C’est simple, les Francophones maîtrisent très bien cet art.
Cet article est publié en partenariat avec Quora, plateforme sur laquelle les internautes peuvent poser des questions et où d’autres, spécialistes du sujet, leur répondent.
La question du jour: «Pourquoi les jeux de mots sont-ils si chers à la culture française?»
La réponse de Thomas Labat:
Merci, Amaury Cholet, pour votre question! J’inclurai dans la notion de «jeu de mots» celle de «mot d’esprit», si vous le permettez.
Commençons par Victor Hugo. «Le calembour est la fiente de l’esprit qui vole», disait-il, et les licenciés ès culture générale option Julien Lepers de vous la sortir avec un air gourmand… Une citation souvent (allez, tous en chœur) mal comprise!
Le grand Totor n’excommuniait pas le jeu de mots, bien au contraire. Il le considérait simplement comme une facilité. Mais il était lui-même parfois très joueur… Dans l’austère La Légende des siècles, on trouve ceci: «Tout reposait dans Ur et dans Jérimadeth / Les astres émaillaient le ciel profond et sombre / Le croissant fin et clair parmi ces fleurs de l’ombre / Brillait à l’occident, et Ruth se demandait, […]». Jérimadeth, antique et noble cité? Non! Elle n’existe pas. C’est juste «J’ai rime à “dait”».
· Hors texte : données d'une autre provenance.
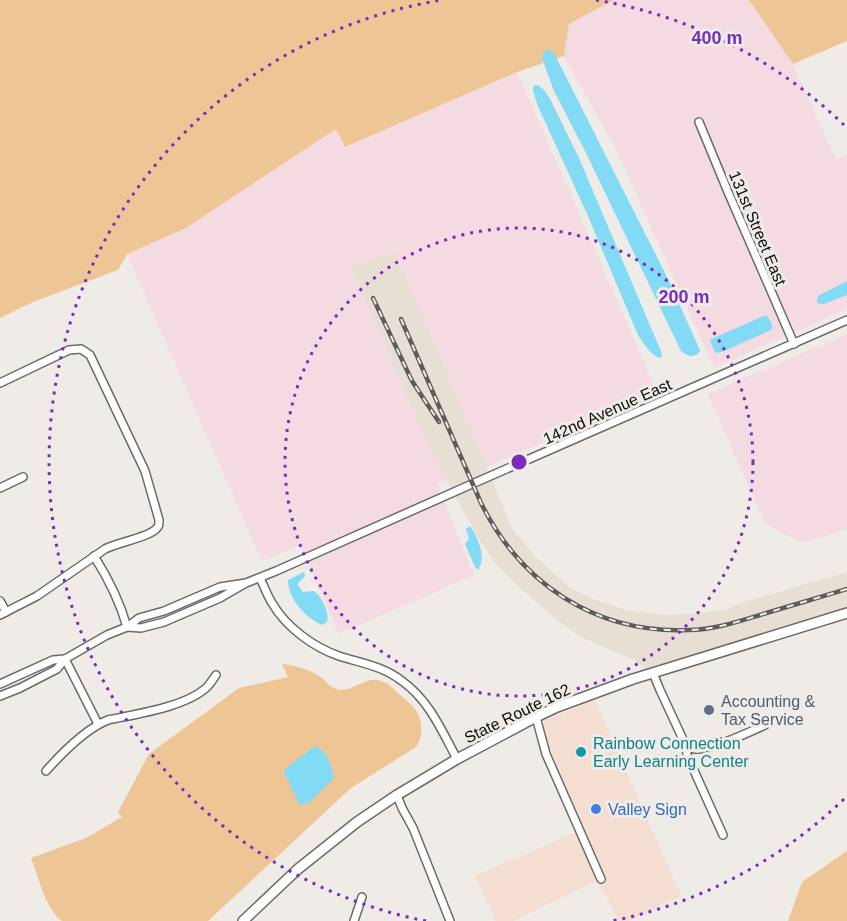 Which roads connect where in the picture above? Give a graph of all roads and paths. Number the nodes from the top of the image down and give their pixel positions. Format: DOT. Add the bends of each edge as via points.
graph roads {
  1 [pos="699,122"];
  2 [pos="847,320"];
  3 [pos="794,344"];
  4 [pos="0,383"];
  5 [pos="23,477"];
  6 [pos="0,488"];
  7 [pos="94,556"];
  8 [pos="260,578"];
  9 [pos="0,601"];
  10 [pos="847,613"];
  11 [pos="3,614"];
  12 [pos="127,627"];
  13 [pos="65,659"];
  14 [pos="653,673"];
  15 [pos="216,675"];
  16 [pos="0,684"];
  17 [pos="0,696"];
  18 [pos="536,717"];
  19 [pos="98,724"];
  20 [pos="765,725"];
  21 [pos="687,748"];
  22 [pos="457,759"];
  23 [pos="46,771"];
  24 [pos="397,795"];
  25 [pos="723,835"];
  26 [pos="601,879"];
  27 [pos="362,897"];
  28 [pos="243,921"];
  29 [pos="354,921"];
  30 [pos="450,921"];
  1 -- 3 [label="street, 131st Street East"];
  2 -- 3 [label="street, 142nd Avenue East"];
  3 -- 8 [label="street, 142nd Avenue East"];
  4 -- 7 [label="street" via="69,350 81,349 90,355 145,471 159,520 154,531 114,544"];
  5 -- 6 [label="street"];
  7 -- 11 [label="street" via="37,596"];
  7 -- 12 [label="street"];
  8 -- 12 [label="street, 142nd Avenue East" via="220,587 164,612 139,618"];
  8 -- 22 [label="street" via="276,609 303,637 338,656 389,672 414,690"];
  9 -- 11 [label="street"];
  10 -- 14 [label="main road, State Route 162"];
  12 -- 13 [label="street, 142nd Avenue East"];
  13 -- 16 [label="street, 142nd Avenue East" via="53,660"];
  13 -- 17 [label="street, 142nd Avenue East" via="57,669"];
  13 -- 19 [label="street"];
  14 -- 18 [label="main road, State Route 162"];
  14 -- 21 [label="street"];
  15 -- 19 [label="street" via="203,690 179,703"];
  18 -- 22 [label="main road, State Route 162"];
  18 -- 26 [label="street" via="546,754"];
  19 -- 23 [label="street"];
  20 -- 21 [label="street" via="702,749"];
  21 -- 25 [label="street"];
  22 -- 24 [label="main road, State Route 162"];
  24 -- 28 [label="main road, State Route 162" via="298,869"];
  24 -- 30 [label="street"];
  27 -- 29 [label="street"];
}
Autre anecdote: pendant le siège de Paris en 1870, on mangeait les rats en brochette et les chevaux en marinade. Le poète affamé y avait droit comme les autres. Mais il digérait mal le cheval. Aussi, sur un coin de nappe, improvisa-t-il ce vers solitaire: «J’ai mangé du cheval et je songe à la selle.» (Raconté par Hugo dans Choses Vues).
Le jeu de mots n’est pas divin –d’ailleurs Jésus s’y exerça, mais on attendrait mieux d’un dieu que ce «Tu es Pierre et sur cette pierre je bâtirai mon Église», un brin laborieux. Le jeu de mots est humain: très. De plus, insolent, donc francophone.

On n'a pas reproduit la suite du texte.